Excessive preemption has been a significant cause of the consumer protection failures in recent years:

  • Mortgage lending: In the peak year of toxic lending, 2006, 32% of subprime loans, 40% of alt A loans, and 50% of toxic prime option adjustable rate mortgage and payment option loans were made by banks or bank subsidiaries that were immune from state laws.[1]
  • Overdraft fees. Overdraft fee abuses began immediately after the federal bank regulators preempted state laws regulating bank fees.  Federal bank regulators permitted banks to adopt programs consciously and deliberately designed to induce consumers into incurring more bounce check fees.  Early on, states tried to stop abuses, such as by prohibiting bank programs that manipulated check order to increase the number of bounced checks, but preemption quashed these efforts.  Overdraft fees grew into a $27 billion tax on the very consumers who need those funds the most.
  • Credit cards. The abuses that eventually led to a federal crackdown – bait and switch rate increases, abusive fees, payment manipulations – were allowed to take off and grow due to preemption. Even general, common-sense state laws with little impact on good business practices, like California’s general law that extends contract obligations by one day if the due date falls on a weekend or holiday, were preempted.[2]

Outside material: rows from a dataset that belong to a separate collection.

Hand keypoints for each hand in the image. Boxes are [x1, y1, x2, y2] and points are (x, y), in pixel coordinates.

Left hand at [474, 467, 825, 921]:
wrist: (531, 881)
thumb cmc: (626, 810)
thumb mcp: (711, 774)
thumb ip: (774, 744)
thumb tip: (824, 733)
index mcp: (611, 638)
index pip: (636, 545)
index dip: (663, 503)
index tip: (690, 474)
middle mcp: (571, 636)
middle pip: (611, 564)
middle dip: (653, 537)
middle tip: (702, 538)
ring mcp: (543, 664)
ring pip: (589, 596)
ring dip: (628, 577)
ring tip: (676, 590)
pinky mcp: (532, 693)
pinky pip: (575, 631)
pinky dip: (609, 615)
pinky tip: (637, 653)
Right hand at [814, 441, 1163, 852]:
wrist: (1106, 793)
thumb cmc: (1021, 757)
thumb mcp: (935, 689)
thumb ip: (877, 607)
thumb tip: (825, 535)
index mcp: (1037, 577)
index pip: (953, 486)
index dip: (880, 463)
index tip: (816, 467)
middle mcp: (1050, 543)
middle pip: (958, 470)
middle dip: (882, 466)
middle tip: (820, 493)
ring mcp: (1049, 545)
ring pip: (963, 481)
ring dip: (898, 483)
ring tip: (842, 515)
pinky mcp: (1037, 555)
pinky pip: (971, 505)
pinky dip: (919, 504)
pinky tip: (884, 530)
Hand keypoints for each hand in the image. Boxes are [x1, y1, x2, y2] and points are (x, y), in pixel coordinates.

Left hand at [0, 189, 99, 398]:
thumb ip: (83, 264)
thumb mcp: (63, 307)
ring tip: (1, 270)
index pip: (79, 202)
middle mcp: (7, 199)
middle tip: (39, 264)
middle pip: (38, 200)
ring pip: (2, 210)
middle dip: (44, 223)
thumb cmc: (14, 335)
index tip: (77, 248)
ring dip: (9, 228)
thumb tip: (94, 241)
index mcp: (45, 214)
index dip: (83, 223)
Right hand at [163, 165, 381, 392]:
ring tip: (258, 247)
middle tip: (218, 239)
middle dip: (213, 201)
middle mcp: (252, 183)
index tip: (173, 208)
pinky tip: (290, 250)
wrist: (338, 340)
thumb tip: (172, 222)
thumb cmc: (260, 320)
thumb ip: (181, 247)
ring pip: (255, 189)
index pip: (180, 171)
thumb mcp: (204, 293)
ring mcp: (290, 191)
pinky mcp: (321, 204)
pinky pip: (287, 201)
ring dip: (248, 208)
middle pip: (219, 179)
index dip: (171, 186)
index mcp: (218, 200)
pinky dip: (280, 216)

As evidenced by the examples above, today’s level of preemption has led to much consumer harm.  Congress should look to increase the role of the states, given these abuses, yet the Bean amendment would take us in the exact opposite direction.

We urge you to oppose this amendment.  While we support the original Administration preemption provisions, the Watt-Frank amendment strikes an appropriate compromise, allowing preemption of state laws but only when truly necessary to avoid interfering with the business of banking.

Thank you for your time and consideration.  If you have any questions, please do not hesitate to contact Ellen Harnick at the Center for Responsible Lending (919-313-8553), Lauren Saunders at the National Consumer Law Center (202-452-6252 x 105), or Gail Hillebrand at Consumers Union (415-431-6747 x 136).

Yours very truly,

Americans for Financial Reform

Click here to download a copy of this letter (doc).

[1] See National Consumer Law Center, “Restore the States’ Traditional Role as ‘First Responder’” at 11-13 (Sept. 2009), available at

[2] Miller v. Bank of Amer., 88 Cal. Rptr. 3d 723 (Cal. Ct. App. 2009).